Stdpopsim: Output SLiM code for population models

Created on 4 Feb 2019  路  4Comments  路  Source: popsim-consortium/stdpopsim

The population models are current defined in terms of the msprime APIs for defining populations, migration matrices and demographic events. Ideally, we would like to make these apply to SLiM also, so that we don't have to write the population models twice. Is it possible, even in principle, to output fragments of Eidos code which would implement the intended demography?

Concretely, we'd have something like

import string
import stdpopsim
from stdpopsim import homo_sapiens

chrom = homo_sapiens.genome.chromosomes["chr22"]
model = homo_sapiens.GutenkunstThreePopOutOfAfrica()

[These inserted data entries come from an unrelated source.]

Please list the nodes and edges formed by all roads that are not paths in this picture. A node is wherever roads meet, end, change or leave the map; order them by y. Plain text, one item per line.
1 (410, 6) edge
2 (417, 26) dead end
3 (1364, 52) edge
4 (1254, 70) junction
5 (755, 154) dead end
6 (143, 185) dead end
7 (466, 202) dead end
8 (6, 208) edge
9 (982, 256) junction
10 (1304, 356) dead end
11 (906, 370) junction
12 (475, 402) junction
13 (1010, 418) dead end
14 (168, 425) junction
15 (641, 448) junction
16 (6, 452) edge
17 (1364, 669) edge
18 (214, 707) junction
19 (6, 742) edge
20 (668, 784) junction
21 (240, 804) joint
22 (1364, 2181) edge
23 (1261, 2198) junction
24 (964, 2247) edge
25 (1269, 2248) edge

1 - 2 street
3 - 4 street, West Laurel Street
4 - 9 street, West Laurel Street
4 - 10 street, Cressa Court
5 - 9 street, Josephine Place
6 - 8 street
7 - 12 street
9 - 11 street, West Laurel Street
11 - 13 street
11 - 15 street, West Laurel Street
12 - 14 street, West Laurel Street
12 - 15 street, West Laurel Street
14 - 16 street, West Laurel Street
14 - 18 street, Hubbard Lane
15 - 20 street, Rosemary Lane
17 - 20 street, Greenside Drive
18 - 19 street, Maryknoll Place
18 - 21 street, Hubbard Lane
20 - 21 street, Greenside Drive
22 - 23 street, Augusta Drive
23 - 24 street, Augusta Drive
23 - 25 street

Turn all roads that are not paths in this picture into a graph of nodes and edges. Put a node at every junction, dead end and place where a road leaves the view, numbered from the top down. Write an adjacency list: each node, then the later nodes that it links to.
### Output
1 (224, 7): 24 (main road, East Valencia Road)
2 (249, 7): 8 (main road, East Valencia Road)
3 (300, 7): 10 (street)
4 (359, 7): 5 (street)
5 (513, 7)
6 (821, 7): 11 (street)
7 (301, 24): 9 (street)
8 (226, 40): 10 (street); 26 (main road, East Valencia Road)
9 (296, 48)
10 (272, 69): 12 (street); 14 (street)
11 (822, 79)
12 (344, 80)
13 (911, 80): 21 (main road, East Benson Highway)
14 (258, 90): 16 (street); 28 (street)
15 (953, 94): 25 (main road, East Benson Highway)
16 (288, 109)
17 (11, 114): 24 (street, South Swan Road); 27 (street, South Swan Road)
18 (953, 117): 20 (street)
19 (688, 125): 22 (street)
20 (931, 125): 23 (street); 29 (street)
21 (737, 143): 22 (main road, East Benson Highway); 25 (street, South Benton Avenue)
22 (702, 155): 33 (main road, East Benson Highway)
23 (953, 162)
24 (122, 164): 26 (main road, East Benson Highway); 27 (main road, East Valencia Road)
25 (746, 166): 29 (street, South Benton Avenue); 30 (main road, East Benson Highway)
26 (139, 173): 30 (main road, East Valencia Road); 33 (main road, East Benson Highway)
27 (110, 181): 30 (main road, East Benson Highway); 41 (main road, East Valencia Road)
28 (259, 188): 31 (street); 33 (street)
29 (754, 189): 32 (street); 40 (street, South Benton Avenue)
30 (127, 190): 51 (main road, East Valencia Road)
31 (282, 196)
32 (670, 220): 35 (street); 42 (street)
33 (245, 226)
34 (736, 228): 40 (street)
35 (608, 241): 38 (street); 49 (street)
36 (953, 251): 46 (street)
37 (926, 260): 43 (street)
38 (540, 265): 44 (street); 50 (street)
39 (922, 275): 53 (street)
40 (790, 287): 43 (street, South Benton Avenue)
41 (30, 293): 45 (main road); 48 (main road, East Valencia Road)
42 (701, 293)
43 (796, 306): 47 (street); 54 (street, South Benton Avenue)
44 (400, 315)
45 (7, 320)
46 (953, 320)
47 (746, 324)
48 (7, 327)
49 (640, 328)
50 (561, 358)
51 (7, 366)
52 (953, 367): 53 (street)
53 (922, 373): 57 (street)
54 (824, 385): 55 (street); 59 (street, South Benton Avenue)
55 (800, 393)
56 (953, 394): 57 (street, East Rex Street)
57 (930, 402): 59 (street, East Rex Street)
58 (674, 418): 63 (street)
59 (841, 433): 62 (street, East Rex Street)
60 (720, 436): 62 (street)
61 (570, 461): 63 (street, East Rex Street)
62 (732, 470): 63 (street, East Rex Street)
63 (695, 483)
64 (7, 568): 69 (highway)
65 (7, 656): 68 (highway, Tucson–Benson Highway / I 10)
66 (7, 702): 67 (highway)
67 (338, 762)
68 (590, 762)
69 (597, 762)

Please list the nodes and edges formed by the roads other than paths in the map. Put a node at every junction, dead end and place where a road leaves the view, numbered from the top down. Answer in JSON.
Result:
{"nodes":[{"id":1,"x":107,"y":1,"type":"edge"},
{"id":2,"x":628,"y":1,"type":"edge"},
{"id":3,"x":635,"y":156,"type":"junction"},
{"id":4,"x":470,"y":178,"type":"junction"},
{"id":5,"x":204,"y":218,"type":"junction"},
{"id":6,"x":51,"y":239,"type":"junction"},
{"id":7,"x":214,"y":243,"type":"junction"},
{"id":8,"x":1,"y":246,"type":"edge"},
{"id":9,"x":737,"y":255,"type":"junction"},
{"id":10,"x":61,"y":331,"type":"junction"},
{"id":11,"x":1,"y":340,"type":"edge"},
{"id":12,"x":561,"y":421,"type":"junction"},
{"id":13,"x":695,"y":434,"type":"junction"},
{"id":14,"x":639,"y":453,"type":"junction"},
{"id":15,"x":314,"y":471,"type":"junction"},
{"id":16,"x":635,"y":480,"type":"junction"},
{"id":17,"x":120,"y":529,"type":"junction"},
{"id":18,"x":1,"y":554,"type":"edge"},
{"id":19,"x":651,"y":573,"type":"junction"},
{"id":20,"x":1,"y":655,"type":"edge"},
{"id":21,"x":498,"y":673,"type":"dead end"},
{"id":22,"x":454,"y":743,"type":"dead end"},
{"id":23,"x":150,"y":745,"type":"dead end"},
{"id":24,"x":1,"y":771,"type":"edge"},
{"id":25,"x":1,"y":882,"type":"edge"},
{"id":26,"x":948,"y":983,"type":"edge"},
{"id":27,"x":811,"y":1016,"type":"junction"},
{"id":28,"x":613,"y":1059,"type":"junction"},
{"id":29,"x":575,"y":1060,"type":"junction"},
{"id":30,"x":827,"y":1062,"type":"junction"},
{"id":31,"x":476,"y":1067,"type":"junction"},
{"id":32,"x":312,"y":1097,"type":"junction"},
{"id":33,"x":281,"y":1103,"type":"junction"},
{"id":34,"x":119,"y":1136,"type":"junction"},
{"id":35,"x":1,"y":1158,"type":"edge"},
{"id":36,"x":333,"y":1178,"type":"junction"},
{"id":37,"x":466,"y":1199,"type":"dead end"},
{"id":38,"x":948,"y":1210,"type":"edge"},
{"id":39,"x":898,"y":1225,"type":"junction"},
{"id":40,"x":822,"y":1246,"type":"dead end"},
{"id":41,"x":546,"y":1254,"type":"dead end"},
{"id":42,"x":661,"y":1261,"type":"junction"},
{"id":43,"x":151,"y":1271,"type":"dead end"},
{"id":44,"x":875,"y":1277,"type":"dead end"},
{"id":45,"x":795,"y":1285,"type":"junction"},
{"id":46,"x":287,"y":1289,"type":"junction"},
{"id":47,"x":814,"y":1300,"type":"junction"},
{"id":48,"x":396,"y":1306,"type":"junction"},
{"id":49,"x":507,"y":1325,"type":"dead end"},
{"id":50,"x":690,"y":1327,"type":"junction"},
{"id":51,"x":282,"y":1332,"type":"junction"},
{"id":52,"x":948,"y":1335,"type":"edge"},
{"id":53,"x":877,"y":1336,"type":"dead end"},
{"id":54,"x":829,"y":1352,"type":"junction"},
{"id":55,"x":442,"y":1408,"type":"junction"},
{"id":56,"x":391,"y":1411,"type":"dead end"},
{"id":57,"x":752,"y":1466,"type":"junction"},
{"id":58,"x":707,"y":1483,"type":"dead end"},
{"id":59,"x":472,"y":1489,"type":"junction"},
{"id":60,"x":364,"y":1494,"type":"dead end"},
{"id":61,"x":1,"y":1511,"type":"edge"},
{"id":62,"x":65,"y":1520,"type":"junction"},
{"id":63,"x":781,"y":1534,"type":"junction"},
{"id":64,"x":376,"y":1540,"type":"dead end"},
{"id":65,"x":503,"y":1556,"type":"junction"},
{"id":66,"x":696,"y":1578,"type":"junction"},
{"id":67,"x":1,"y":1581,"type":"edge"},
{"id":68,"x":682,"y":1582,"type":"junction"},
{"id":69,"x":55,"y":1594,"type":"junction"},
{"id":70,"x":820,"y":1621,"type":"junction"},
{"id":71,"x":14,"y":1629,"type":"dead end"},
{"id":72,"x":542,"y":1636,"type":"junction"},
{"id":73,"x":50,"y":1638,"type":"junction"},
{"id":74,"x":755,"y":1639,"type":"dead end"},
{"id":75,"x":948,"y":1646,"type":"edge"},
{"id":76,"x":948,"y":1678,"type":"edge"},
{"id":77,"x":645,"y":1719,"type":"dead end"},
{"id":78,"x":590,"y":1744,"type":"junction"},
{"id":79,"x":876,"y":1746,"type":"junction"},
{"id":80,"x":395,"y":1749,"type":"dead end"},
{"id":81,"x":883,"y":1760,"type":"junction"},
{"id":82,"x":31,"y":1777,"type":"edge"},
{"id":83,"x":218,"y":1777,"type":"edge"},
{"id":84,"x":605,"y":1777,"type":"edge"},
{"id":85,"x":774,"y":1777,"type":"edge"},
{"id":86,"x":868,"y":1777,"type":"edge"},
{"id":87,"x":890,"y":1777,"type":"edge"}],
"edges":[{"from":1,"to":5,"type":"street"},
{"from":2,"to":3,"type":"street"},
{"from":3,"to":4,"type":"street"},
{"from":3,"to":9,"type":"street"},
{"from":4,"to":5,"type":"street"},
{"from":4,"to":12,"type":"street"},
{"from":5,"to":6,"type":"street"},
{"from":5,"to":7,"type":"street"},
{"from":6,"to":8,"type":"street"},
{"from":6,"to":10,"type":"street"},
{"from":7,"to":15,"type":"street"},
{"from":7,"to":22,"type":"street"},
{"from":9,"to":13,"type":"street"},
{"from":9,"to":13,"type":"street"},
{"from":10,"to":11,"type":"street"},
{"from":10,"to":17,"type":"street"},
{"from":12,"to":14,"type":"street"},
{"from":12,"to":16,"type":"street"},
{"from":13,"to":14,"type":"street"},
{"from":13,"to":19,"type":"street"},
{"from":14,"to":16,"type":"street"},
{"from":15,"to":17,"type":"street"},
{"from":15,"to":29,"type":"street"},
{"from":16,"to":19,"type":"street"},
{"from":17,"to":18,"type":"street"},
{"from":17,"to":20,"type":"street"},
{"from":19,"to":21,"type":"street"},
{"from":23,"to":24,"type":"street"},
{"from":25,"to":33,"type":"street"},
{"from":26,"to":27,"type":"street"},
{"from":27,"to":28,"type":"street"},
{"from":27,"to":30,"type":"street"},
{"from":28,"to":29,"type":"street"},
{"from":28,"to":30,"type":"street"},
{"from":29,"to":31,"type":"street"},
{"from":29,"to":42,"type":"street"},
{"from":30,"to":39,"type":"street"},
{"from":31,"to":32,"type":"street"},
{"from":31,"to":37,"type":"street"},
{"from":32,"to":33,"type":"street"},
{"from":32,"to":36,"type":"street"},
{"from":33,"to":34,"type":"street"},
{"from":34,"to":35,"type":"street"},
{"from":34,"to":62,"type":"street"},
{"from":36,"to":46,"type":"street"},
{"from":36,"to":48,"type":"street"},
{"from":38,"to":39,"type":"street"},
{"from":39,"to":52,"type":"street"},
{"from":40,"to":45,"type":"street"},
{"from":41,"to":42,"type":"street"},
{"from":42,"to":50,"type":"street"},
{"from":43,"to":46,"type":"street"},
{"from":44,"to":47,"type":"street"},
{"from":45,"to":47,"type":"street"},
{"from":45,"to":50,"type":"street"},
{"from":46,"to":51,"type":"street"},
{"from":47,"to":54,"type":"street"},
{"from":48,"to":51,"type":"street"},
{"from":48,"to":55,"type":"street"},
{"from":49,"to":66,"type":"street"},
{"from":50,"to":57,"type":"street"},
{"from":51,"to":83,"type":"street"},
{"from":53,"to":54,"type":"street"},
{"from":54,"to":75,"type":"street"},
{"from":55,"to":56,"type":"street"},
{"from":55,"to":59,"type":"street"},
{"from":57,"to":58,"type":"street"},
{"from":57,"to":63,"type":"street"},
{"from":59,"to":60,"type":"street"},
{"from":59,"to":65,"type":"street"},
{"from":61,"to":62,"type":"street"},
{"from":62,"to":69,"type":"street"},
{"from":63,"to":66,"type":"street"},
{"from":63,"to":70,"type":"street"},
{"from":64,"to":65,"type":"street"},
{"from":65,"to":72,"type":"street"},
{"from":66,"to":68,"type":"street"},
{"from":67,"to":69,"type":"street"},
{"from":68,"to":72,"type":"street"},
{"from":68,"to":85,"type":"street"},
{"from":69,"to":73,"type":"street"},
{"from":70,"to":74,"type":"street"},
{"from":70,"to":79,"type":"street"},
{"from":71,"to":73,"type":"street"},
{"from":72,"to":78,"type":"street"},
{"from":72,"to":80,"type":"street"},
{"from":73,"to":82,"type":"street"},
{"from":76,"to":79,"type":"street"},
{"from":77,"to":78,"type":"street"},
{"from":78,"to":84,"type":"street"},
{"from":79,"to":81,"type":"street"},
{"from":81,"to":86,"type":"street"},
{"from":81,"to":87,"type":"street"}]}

slim_template = string.Template("""
initialize() {
    initializeTreeSeq();
    initializeMutationRate(0);
    initializeMutationType("m1", 0.5, "f", 0.0);
    initializeGenomicElementType("g1", m1, 1.0);
    initializeGenomicElement(g1, 0, 1e8-1);
    initializeRecombinationRate($recombination_rate);
}

$demographic_model

5000late() {
     sim.treeSeqOutput("ex1_TS.trees");
}""")
slim_program = slim_template.substitute(
    recombination_rate=chrom.mean_recombination_rate,
    demographic_model=model.as_slim())
ts = pyslim.run(slim_program)

Any thoughts @petrelharp, @benhaller?

Most helpful comment

@petrelharp, @andrewkern would this be a good project for me?

All 4 comments

Oops, make that @bhaller.

@jeromekelleher I don't see why not, in principle. You can probably just generate "WF" type models (like the example you post above), which keeps things simpler than the non-Wright-Fisher model type. And for simple models like this the auto-generated demographic code probably won't interact in unexpected ways with other aspects of the model since the rest of the model is very simple. For a bit of guidance on how to proceed, I'd recommend looking at section 5.4 of the SLiM manual (available from messerlab.org/slim/), which shows how to write the Gravel model of human evolution in SLiM. It has subpopulation splits, migration, and exponential growth. Generalizing that to auto-generated code for any msprime demographic model will doubtless be annoying, but I don't see any fundamental obstacle, and it might prove to be a useful tool for others, too. Conceivably you could write general Eidos code that would run the demographics driven by some sort of table-based input of the desired behavior, but the Eidos language might be a bit too limited for that sort of general-purpose code to be easy; generating the appropriate Eidos code in Python from the same data might prove easier. But I'm not sure which approach is better; you might explore both at least a bit. Anyway, let me know if you run into issues.

@petrelharp, @andrewkern would this be a good project for me?

Closing this as it's covered by the ongoing SLiM engine project.